In real terms, wages are falling and the cost of living is rising. So the best thing to do right now, at least until the economy improves, is to maximize the money you do have so that you get the best from it. These tactics range from investing wisely, to coupon clipping. I’m not suggesting you spend 40 hours a week trawling the dailies, or dumpster diving for your food.
Minimizing your outgoings in general is an excellent idea. Learn – properly – how to cook from scratch and you will save literally thousands a year. It’s even worth taking a culinary course, because while you may think you can eat pasta or lentils indefinitely, either your health or your willpower will give out – it’s not sustainable. Also, creating a garden is a great way to ensure a regular supply of fresh produce at a fraction of the cost.
If you have land, but no time, consider participating in land share schemes, where you allow another person to grow vegetables on your land, in exchange for half the food grown. Landshare is a great way to connect with growers who need land. If you live in an urban area, consider window boxes for herbs (herb seeds cost pence, a small bag of basil can cost upward of $2).
If gardening doesn’t appeal, frequent your local food market, where food is generally fresher and cheaper, and you can buy as much as you need, rather than buying a whole bag of apples which inevitably rot in your grocery cupboard.
This article discusses the issues around inflation and it’s a salutary lesson in how what you think might be enough probably won’t be. While many places suggest investing in gold, that’s another commodity that is subject to inflation and fluctuating markets. There are ways to cut your costs and invest in yourself and your lifestyle that will help regardless of the situation – whether that’s things being a little more expensive, or a full on nuclear holocaust. Again, while I think the activities of extreme couponers are a little excessive and time consuming, some of their principles are worth examining.
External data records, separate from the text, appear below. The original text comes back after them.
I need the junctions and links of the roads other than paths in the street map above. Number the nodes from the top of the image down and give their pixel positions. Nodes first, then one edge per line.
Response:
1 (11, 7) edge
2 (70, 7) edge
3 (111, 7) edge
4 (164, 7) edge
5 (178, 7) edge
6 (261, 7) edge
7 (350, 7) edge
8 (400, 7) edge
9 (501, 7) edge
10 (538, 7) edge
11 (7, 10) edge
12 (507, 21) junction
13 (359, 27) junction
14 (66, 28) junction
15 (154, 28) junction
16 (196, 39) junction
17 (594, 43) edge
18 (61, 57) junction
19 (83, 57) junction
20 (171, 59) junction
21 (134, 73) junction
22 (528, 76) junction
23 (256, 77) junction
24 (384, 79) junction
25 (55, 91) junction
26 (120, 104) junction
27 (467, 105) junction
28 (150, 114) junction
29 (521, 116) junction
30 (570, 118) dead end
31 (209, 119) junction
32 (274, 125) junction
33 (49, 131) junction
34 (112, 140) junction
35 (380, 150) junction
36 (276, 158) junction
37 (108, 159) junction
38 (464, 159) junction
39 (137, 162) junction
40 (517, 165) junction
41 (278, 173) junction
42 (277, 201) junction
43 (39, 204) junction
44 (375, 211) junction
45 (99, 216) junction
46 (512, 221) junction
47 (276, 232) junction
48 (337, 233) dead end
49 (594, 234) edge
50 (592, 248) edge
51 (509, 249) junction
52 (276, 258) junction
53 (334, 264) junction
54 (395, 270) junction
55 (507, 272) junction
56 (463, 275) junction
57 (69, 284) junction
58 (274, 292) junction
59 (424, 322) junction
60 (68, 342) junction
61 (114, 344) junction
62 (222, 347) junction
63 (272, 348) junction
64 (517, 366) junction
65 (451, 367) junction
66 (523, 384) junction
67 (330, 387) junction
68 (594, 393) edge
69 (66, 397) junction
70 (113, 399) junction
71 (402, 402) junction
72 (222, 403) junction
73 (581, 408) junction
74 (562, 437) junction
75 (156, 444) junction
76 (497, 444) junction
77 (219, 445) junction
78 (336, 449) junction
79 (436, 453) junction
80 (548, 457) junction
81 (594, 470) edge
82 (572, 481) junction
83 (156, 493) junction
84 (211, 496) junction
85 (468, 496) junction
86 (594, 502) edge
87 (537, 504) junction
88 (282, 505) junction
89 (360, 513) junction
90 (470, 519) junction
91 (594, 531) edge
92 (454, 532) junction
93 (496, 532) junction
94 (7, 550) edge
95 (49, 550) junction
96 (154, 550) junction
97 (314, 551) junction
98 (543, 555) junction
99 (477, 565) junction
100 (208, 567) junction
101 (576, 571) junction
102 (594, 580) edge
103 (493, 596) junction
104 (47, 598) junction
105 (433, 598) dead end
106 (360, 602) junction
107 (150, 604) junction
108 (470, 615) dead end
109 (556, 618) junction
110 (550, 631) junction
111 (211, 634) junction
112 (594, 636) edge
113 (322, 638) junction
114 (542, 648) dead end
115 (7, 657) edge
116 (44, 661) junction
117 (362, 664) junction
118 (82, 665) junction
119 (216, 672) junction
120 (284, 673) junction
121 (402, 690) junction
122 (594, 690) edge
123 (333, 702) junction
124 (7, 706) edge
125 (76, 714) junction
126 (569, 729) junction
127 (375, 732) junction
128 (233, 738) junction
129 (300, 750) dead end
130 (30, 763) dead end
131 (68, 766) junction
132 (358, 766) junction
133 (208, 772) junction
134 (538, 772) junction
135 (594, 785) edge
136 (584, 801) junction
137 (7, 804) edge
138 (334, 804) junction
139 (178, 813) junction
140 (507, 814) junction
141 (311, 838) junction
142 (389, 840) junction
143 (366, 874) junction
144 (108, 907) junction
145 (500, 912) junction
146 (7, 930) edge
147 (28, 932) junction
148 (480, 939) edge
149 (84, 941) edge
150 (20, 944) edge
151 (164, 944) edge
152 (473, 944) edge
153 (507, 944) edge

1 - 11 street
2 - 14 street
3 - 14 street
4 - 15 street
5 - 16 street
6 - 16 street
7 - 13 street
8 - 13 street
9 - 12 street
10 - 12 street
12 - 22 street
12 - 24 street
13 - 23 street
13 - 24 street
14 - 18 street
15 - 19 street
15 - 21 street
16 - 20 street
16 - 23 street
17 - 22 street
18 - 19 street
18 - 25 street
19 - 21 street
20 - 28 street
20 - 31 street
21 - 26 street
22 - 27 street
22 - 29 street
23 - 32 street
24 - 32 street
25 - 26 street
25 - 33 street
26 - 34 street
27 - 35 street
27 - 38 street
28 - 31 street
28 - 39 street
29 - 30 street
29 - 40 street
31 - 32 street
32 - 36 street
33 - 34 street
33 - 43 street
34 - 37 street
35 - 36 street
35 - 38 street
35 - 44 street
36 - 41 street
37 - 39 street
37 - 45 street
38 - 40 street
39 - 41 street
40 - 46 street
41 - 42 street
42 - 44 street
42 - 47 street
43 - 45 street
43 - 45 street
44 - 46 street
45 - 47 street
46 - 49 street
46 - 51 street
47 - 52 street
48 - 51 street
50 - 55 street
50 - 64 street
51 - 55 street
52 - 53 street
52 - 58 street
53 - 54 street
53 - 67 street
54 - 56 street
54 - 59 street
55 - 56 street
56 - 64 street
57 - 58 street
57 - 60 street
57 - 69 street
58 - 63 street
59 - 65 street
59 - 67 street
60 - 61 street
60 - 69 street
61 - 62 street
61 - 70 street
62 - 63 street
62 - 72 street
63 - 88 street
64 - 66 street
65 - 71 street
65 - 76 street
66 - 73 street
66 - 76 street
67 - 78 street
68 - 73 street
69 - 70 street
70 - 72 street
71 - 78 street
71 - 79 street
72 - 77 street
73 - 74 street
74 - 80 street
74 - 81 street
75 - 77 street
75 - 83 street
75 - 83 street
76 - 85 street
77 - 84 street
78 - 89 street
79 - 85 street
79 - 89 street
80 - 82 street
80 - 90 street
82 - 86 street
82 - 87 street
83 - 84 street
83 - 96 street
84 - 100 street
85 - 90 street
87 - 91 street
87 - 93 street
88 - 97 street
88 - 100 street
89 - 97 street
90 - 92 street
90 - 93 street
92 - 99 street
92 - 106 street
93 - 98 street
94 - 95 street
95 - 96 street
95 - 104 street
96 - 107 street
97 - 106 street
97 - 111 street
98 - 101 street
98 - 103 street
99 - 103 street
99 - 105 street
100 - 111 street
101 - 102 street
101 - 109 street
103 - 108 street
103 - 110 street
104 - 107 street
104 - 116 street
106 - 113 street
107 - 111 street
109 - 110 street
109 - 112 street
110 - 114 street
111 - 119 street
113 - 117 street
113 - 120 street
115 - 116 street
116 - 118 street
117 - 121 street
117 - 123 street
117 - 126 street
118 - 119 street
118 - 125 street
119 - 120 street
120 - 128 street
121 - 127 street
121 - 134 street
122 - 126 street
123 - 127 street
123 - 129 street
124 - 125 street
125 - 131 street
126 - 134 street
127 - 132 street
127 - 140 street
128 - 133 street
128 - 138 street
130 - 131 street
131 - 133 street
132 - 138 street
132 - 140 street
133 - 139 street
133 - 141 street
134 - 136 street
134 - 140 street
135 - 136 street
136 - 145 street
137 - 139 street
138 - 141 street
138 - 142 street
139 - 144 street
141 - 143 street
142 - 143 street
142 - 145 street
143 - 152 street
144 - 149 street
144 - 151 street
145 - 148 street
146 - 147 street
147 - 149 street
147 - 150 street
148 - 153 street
For example, consider what you actually need compared to things you want. You may want a designer suit – but one bought from the thrift store can look just as good, if you are judicious, and can even be free if you take in used goods to exchange. Also, apply for supermarket cards where you can build up points on each transaction. These can be saved and used during lean times – for example toward the end of the month – or you can save the points and use them for special occasions, like birthdays or Thanksgiving.
In terms of money, wait until you find a financial product that has really good rates. Banks tend to offer savings accounts with excellent interest rates for a year, in order to draw people in. Forget customer loyalty. The bank has no loyalty to you, and you’d be much better off if you leave the money there for a year, then switch to the next account offering good interest rates. Maximize those interest rates as much as you can, and try to find tax free loopholes. That said; if you have credit card or loan debt, pay that off first, before you start investing. The APR you are paying on that will likely be up to three times higher than any savings interest you could possibly pick up.
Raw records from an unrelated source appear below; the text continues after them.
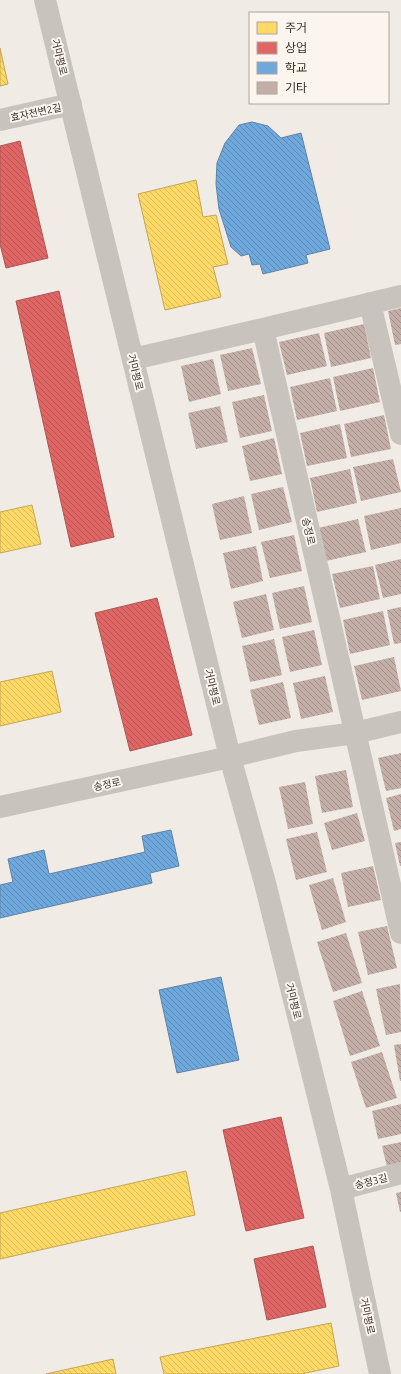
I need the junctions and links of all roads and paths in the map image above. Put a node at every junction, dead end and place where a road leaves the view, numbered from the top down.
1 (45, 0) edge
2 (71, 104) junction
3 (0, 120) edge
4 (401, 296) edge
5 (370, 303) junction
6 (263, 329) junction
7 (133, 358) junction
8 (401, 434) edge
9 (401, 722) edge
10 (355, 733) junction
11 (230, 758) junction
12 (0, 807) edge
13 (401, 933) edge
14 (401, 1173) edge
15 (341, 1188) junction
16 (380, 1374) edge

1 - 2 street, 거마평로
2 - 3 street, 효자천변2길
2 - 7 street, 거마평로
4 - 5 street
5 - 6 street
5 - 8 street
6 - 7 street
6 - 10 street, 송정로
7 - 11 street, 거마평로
9 - 10 street, 송정로
10 - 11 street, 송정로
10 - 13 street, 송정로
11 - 12 street, 송정로
11 - 15 street, 거마평로
14 - 15 street, 송정3길
15 - 16 street, 거마평로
Use a cash back credit card to earn on every purchase, and if one isn’t available, look for one that offers fringe benefits, like air miles, cheap insurance or discounts.
In terms of investment itself; never, ever, put all your eggs in one basket, regardless of how good the prospect seems, and be prepared to lose that money. Some investments are riskier than others; playing the stock market is a good route to ruin, whereas paying off your mortgage can free you from a huge monthly outgoing expense; the spare money can be put to good use and the property itself can be sold in later life. As for your 401k, be careful with the investments you choose, and over invest if possible. Some financial institutions have played fast and loose with our trust, so consider building up multiple income streams, both in your working and retirement areas.